A Meta rejeitou nesta 3ª feira (18.ago.2026) que tenha projetado intencionalmente o Facebook e o Instagram para viciar crianças em busca de lucro. Representantes da empresa participaram da abertura de um julgamento nos Estados Unidos que pode levar a mudanças no funcionamento das duas plataformas.
Um grupo bipartidário formado por 29 Estados norte-americanos processa a empresa e pede bilhões de dólares em penalidades, além de mudanças estruturais nos serviços. O julgamento começou no tribunal federal de Oakland, na Califórnia.
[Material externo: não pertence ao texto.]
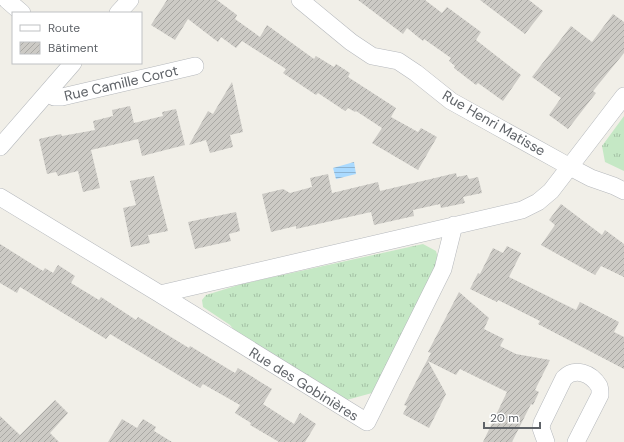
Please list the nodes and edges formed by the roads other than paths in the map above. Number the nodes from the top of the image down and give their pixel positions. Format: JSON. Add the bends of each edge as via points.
{"nodes":[{"id":1,"x":7,"y":0,"type":"edge"},
{"id":2,"x":130,"y":0,"type":"edge"},
{"id":3,"x":300,"y":0,"type":"edge"},
{"id":4,"x":21,"y":12,"type":"edge"},
{"id":5,"x":119,"y":12,"type":"edge"},
{"id":6,"x":72,"y":64,"type":"edge"},
{"id":7,"x":195,"y":66,"type":"dead end"},
{"id":8,"x":48,"y":93,"type":"junction"},
{"id":9,"x":624,"y":96,"type":"edge"},
{"id":10,"x":0,"y":147,"type":"edge"},
{"id":11,"x":570,"y":167,"type":"junction"},
{"id":12,"x":624,"y":191,"type":"edge"},
{"id":13,"x":0,"y":197,"type":"edge"},
{"id":14,"x":454,"y":225,"type":"junction"},
{"id":15,"x":160,"y":294,"type":"junction"},
{"id":16,"x":546,"y":442,"type":"edge"},
{"id":17,"x":576,"y":442,"type":"edge"}],
"edges":[{"from":1,"to":4,"type":"street"},
{"from":2,"to":5,"type":"street"},
{"from":3,"to":11,"type":"street","name":"Rue Henri Matisse","via":[[372,56],[398,61],[451,101]]},
{"from":6,"to":8,"type":"street","name":"Rue Camille Corot"},
{"from":7,"to":8,"type":"street","name":"Rue Camille Corot","via":[[62,97],[54,97]]},
{"from":8,"to":10,"type":"street","name":"Rue Camille Corot"},
{"from":9,"to":11,"type":"street"},
{"from":11,"to":12,"type":"street","name":"Rue Henri Matisse"},
{"from":11,"to":14,"type":"street","via":[[551,191],[538,202],[522,210]]},
{"from":13,"to":15,"type":"street","name":"Rue des Gobinières"},
{"from":14,"to":15,"type":"street"},
{"from":14,"to":15,"type":"street","name":"Rue des Gobinières","via":[[443,269],[367,422]]},
{"from":16,"to":17,"type":"street","via":[[541,428],[542,423],[564,378],[579,371],[587,374],[600,387],[600,395]]}]}
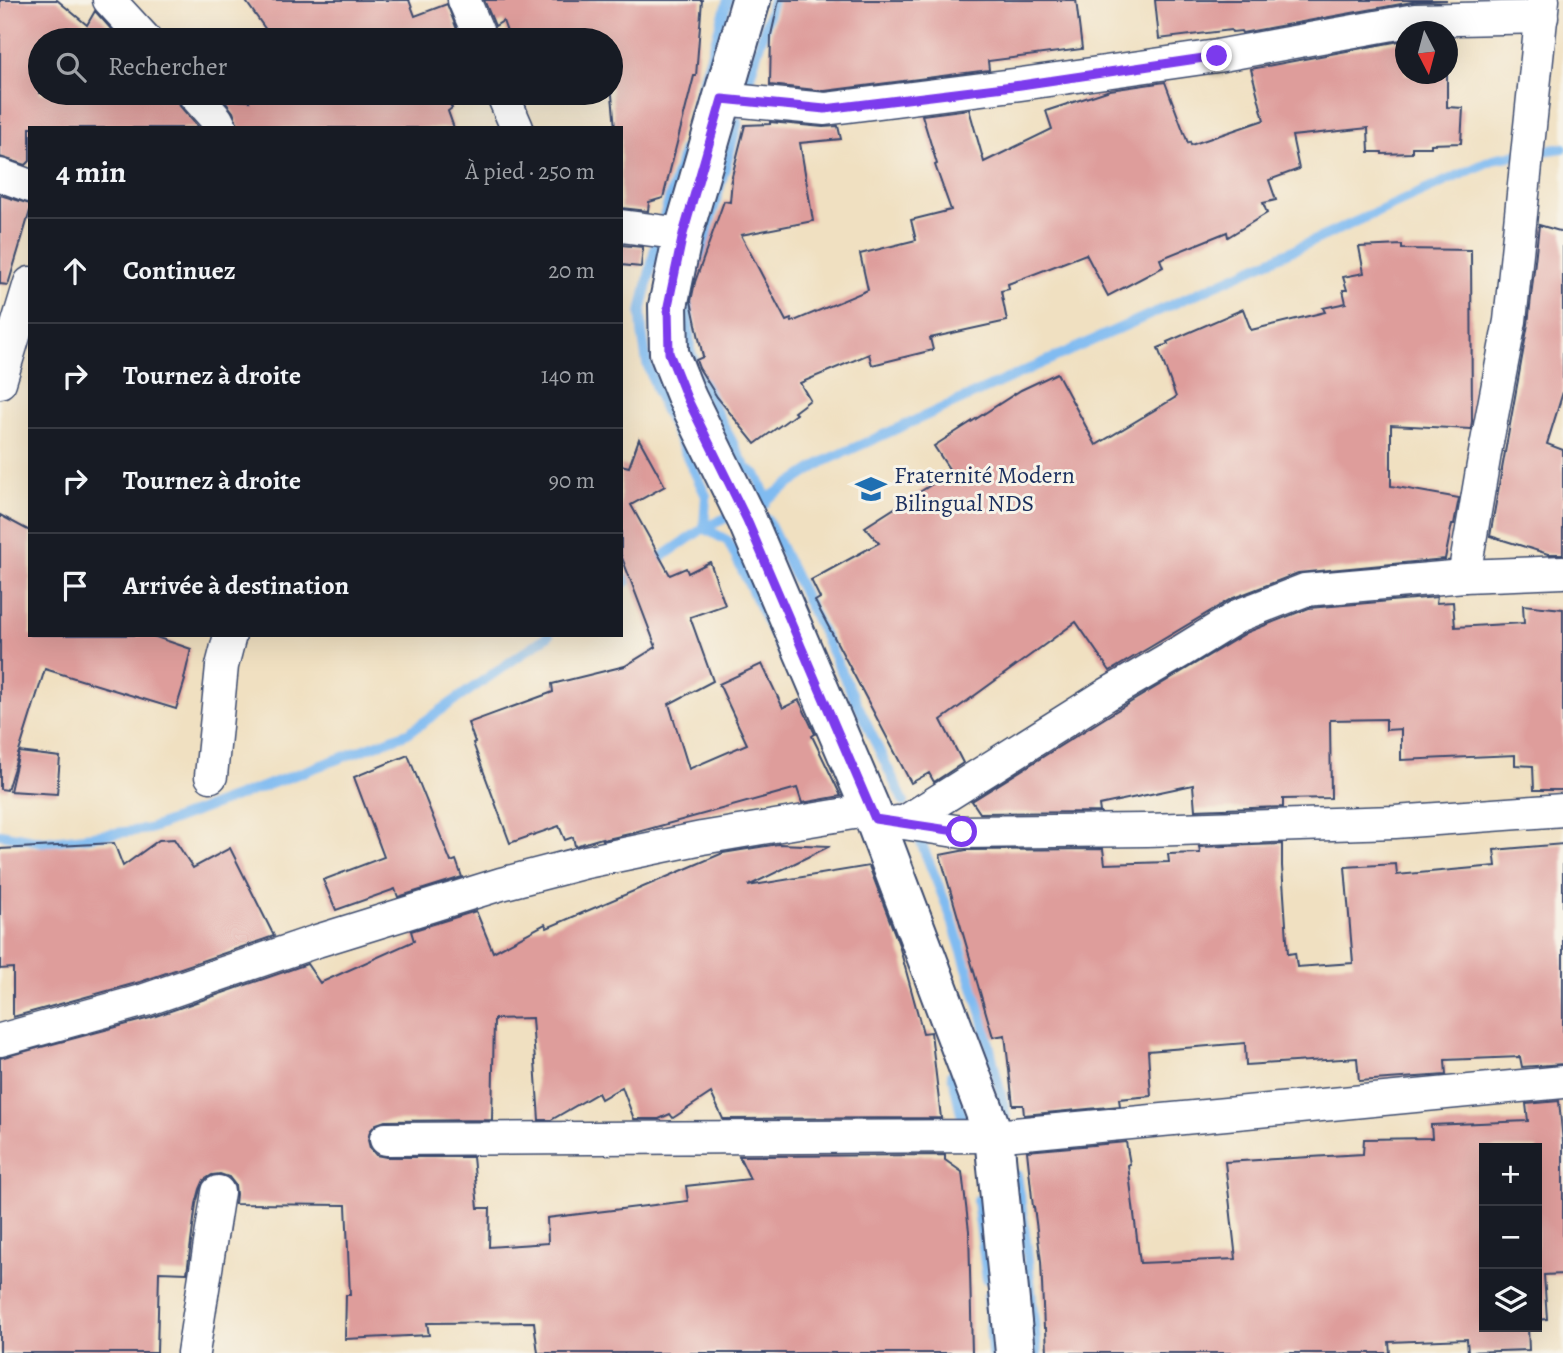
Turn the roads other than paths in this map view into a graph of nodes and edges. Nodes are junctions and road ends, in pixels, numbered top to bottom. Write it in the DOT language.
graph roads {
  1 [pos="109,0"];
  2 [pos="464,0"];
  3 [pos="751,0"];
  4 [pos="1543,9"];
  5 [pos="135,28"];
  6 [pos="476,28"];
  7 [pos="722,99"];
  8 [pos="204,105"];
  9 [pos="507,105"];
  10 [pos="219,126"];
  11 [pos="516,126"];
  12 [pos="0,175"];
  13 [pos="28,185"];
  14 [pos="623,226"];
  15 [pos="683,234"];
  16 [pos="28,290"];
  17 [pos="0,383"];
  18 [pos="1563,572"];
  19 [pos="1464,576"];
  20 [pos="229,637"];
  21 [pos="211,776"];
  22 [pos="1563,810"];
  23 [pos="883,817"];
  24 [pos="0,1040"];
  25 [pos="1563,1082"];
  26 [pos="994,1136"];
  27 [pos="386,1139"];
  28 [pos="218,1192"];
  29 [pos="193,1353"];
  30 [pos="1015,1353"];
  1 -- 5 [label="street"];
  2 -- 6 [label="street"];
  3 -- 7 [label="street"];
  4 -- 7 [label="street"];
  4 -- 19 [label="street"];
  7 -- 15 [label="street"];
  8 -- 10 [label="street"];
  9 -- 11 [label="street"];
  12 -- 13 [label="street"];
  14 -- 15 [label="street"];
  15 -- 23 [label="street"];
  16 -- 17 [label="street"];
  18 -- 19 [label="street"];
  19 -- 23 [label="street"];
  20 -- 21 [label="street"];
  22 -- 23 [label="street"];
  23 -- 24 [label="street"];
  23 -- 26 [label="street"];
  25 -- 26 [label="street"];
  26 -- 27 [label="street"];
  26 -- 30 [label="street"];
  28 -- 29 [label="street"];
}
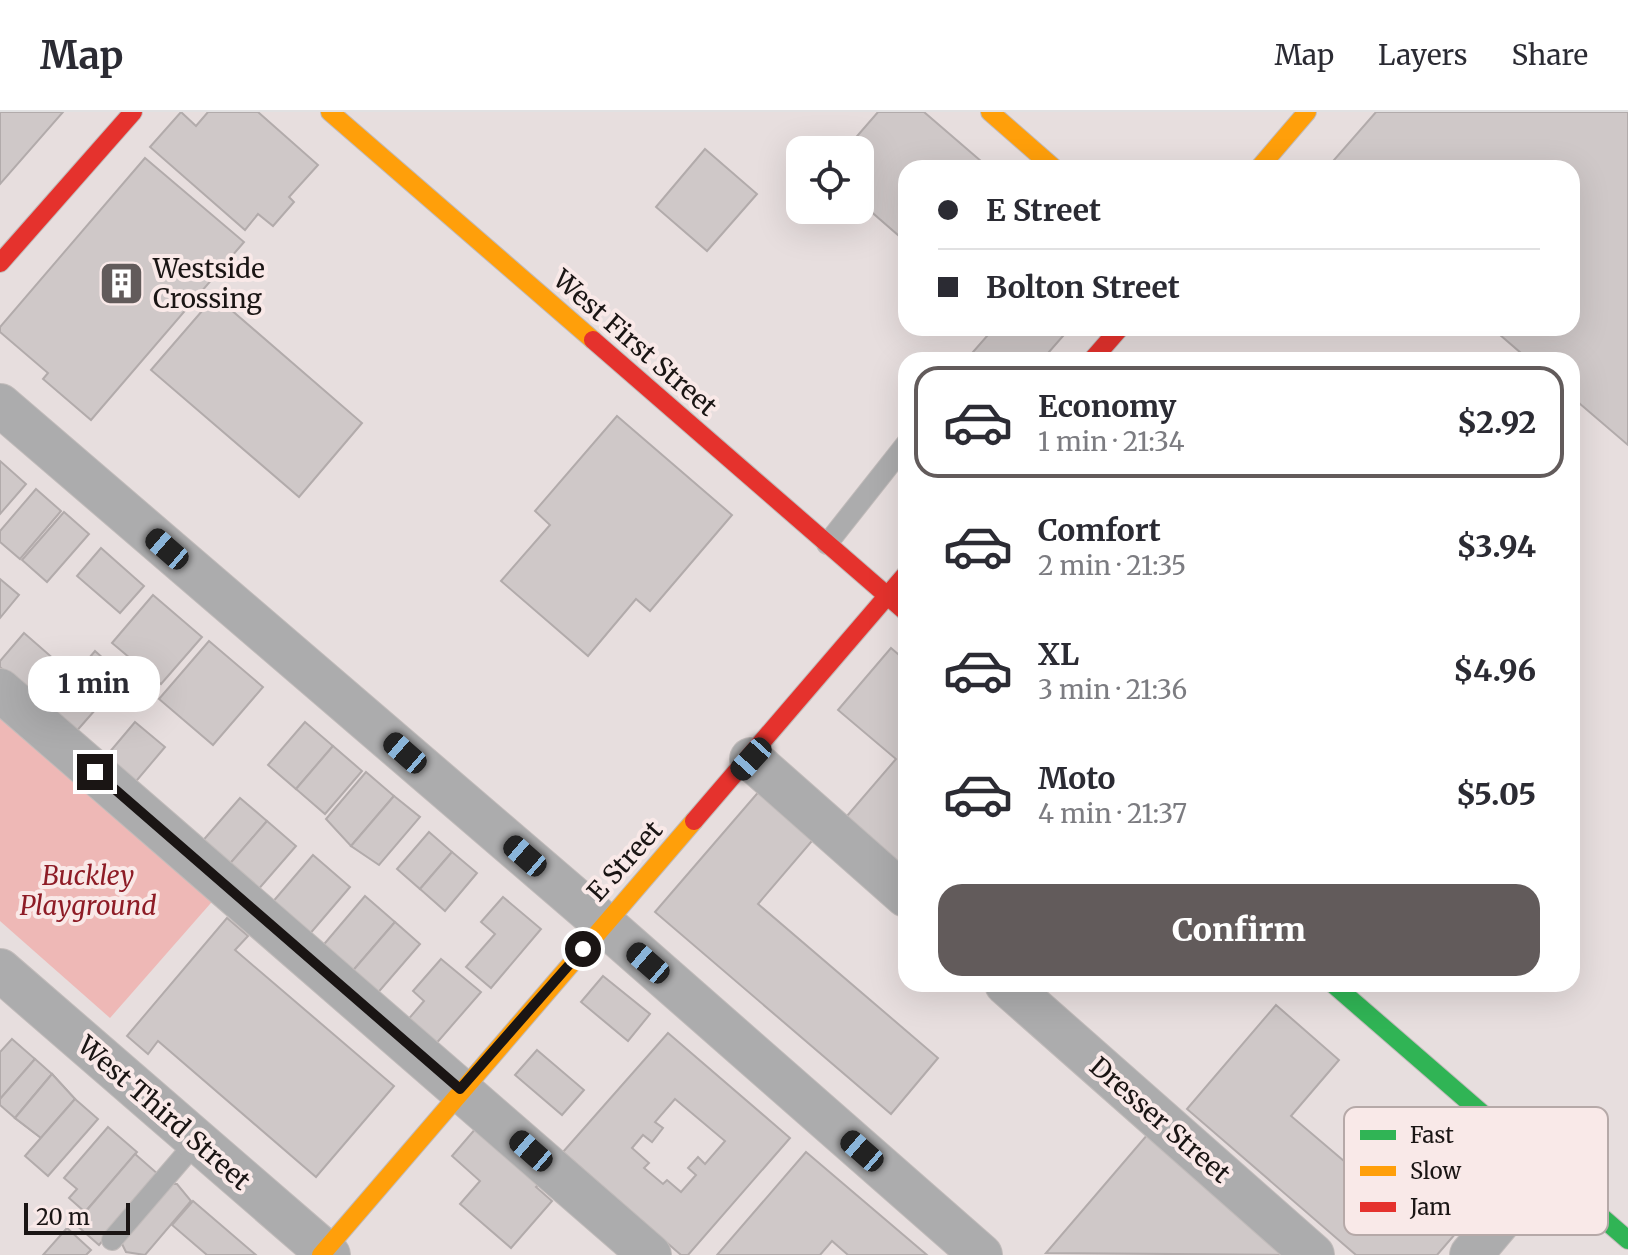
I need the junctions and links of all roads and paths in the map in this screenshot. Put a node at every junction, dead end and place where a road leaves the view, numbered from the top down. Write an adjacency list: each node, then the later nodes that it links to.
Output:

Califórnia, Colorado, Kentucky e Nova Jersey lideram o processo. Os Estados afirmam que a Meta desenvolveu as plataformas para manter usuários jovens conectados pelo maior tempo possível, contribuindo para quadros de ansiedade e depressão. Também acusam a empresa de esconder informações sobre os riscos dos serviços.
Segundo informações da BBC, o advogado da Meta, Paul Schmidt, reconheceu em seu depoimento que algumas pessoas enfrentam dificuldades relacionadas ao uso das redes sociais. Argumentou, porém, que isso não caracteriza dependência e que pesquisas não estabelecem uma relação clara entre o uso das plataformas por adolescentes e os prejuízos ao bem-estar.
Schmidt afirmou ainda que a Meta e seu cofundador e CEO, Mark Zuckerberg, têm interesse em melhorar os serviços, e não em torná-los prejudiciais.